More than acquiescent is Mirit, who is quick to say she hadn’t nothing to do with the mutiny, thus making her suspicious to the officers and hateful to her peers. That Mirit and Smadar will be paired up as seekers of suicide bombers seems calculated to drive them both crazy, but they manage to eke out a friendship that will suffer the vagaries of its own type of martial law.

Far more interesting than the more soap-opera-ish aspects of the Hager-Bilu script — Mirit’s vague pursuit of a good-looking resident of their patrol area creates plot problems, and ultimately goes nowhere — is the film’s point of view. There have been (although I haven’t personally seen them) films about Israeli army women, but none, it seems, featuring characters who display such blatant hostility to their circumstances as in Close to Home. One might fault the film for not showing the proper fealty to a system that protects a nation surrounded by enemies, but the story is honest in its depiction of young people who are frustrated at having their freedom limited, and their actions dictated, and their sense of social justice all but dismissed.

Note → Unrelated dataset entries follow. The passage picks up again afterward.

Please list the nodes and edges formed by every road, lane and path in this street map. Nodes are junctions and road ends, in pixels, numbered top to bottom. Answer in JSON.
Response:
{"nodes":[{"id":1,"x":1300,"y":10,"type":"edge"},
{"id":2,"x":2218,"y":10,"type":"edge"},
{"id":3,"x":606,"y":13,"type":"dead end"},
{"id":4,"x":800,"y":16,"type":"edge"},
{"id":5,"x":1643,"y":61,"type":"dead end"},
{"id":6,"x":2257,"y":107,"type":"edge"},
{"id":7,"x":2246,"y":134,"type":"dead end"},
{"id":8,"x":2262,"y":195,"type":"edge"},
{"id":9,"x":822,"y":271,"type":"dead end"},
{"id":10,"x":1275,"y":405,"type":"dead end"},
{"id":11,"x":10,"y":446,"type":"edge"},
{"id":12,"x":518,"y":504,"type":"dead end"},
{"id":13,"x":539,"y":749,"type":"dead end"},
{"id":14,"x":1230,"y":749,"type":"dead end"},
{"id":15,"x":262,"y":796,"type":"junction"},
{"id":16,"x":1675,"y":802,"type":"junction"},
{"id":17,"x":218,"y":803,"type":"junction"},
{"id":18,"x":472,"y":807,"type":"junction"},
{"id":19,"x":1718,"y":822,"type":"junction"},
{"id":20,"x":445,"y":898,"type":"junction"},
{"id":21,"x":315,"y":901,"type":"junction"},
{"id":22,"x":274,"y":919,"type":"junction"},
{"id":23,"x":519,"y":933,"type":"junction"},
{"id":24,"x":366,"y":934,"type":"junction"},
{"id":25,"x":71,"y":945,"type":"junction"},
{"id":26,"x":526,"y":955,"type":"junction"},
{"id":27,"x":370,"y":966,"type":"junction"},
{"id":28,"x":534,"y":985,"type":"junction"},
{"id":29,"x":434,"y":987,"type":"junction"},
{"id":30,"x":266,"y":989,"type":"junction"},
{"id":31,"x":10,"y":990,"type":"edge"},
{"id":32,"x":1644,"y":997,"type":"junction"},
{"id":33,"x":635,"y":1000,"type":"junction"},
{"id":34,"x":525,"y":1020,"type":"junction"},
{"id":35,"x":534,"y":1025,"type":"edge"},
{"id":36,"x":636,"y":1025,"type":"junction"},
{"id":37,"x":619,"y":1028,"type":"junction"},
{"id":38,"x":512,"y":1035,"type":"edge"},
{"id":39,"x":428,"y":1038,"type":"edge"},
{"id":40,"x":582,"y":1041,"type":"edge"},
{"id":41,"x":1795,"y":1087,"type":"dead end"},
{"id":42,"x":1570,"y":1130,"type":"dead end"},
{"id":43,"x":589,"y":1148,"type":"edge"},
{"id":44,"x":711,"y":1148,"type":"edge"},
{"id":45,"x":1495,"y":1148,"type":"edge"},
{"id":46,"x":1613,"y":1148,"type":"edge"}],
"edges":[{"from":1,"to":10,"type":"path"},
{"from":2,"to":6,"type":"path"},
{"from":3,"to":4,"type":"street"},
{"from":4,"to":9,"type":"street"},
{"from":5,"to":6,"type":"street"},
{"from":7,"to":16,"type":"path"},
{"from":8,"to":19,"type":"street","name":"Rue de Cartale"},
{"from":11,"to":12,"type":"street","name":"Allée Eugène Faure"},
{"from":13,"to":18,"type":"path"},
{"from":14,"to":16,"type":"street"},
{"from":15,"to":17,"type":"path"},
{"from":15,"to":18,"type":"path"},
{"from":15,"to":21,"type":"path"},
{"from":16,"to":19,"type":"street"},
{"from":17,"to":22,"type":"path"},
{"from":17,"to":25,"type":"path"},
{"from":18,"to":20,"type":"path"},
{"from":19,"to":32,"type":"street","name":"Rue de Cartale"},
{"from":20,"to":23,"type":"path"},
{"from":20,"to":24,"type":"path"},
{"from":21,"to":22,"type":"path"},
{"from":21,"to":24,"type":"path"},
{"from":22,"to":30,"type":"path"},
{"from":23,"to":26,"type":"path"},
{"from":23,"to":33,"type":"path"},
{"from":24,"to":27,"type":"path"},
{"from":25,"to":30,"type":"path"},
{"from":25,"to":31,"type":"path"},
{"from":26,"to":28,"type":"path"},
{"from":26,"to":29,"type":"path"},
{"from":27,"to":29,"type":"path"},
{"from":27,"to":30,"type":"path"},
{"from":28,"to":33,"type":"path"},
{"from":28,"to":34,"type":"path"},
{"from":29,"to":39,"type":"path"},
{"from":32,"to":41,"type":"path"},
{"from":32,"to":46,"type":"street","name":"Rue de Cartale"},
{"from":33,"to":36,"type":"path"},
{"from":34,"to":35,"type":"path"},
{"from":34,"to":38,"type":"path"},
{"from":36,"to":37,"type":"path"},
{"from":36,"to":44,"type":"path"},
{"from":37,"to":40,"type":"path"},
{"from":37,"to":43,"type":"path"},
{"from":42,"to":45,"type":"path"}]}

The title? It means many things, obviously, but in the case of Mirit, it reflects the malleable young woman’s essential problem with her military duty: Despite her seemingly quiescent personality and suffocating family, she wanted to be stationed somewhere else, not commuting distance to her parents’ house. Smadar, on the other hand, has nowhere to go, nowhere to hide. Close to Home concludes with a bewildering bit of business that seems more of an improvised exit than an ending, but along the way to its unsatisfactory finish it provides a window into a world unfamiliar to many. It certainly doesn’t represent the Israel of the travel posters or PR spin. But it does seem, in its sporadic way, very real indeed.